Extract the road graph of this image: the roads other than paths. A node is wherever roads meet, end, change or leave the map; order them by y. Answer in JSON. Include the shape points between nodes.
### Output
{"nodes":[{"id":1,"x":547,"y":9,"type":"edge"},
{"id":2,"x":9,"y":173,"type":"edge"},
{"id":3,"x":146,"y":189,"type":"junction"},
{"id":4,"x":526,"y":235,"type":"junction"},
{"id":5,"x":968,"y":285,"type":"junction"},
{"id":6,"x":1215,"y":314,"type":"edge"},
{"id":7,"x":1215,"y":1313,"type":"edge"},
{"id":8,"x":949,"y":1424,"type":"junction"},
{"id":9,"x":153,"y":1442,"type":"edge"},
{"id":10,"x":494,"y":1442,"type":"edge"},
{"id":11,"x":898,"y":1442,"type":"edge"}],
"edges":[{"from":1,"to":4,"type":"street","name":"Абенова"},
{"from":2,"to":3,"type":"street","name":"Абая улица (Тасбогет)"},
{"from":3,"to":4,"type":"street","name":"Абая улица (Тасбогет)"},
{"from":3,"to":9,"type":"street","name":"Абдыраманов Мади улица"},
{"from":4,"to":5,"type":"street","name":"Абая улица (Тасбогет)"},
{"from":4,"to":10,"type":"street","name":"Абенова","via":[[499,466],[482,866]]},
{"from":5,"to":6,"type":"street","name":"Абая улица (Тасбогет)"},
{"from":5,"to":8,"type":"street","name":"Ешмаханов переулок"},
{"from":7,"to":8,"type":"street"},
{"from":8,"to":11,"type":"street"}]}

--- The task ---
Could you return all lines from the records that include the word "junction"?

--- Reply to the exercise ---
{"id":3,"x":146,"y":189,"type":"junction"},
{"id":4,"x":526,"y":235,"type":"junction"},
{"id":5,"x":968,"y":285,"type":"junction"},
{"id":8,"x":949,"y":1424,"type":"junction"},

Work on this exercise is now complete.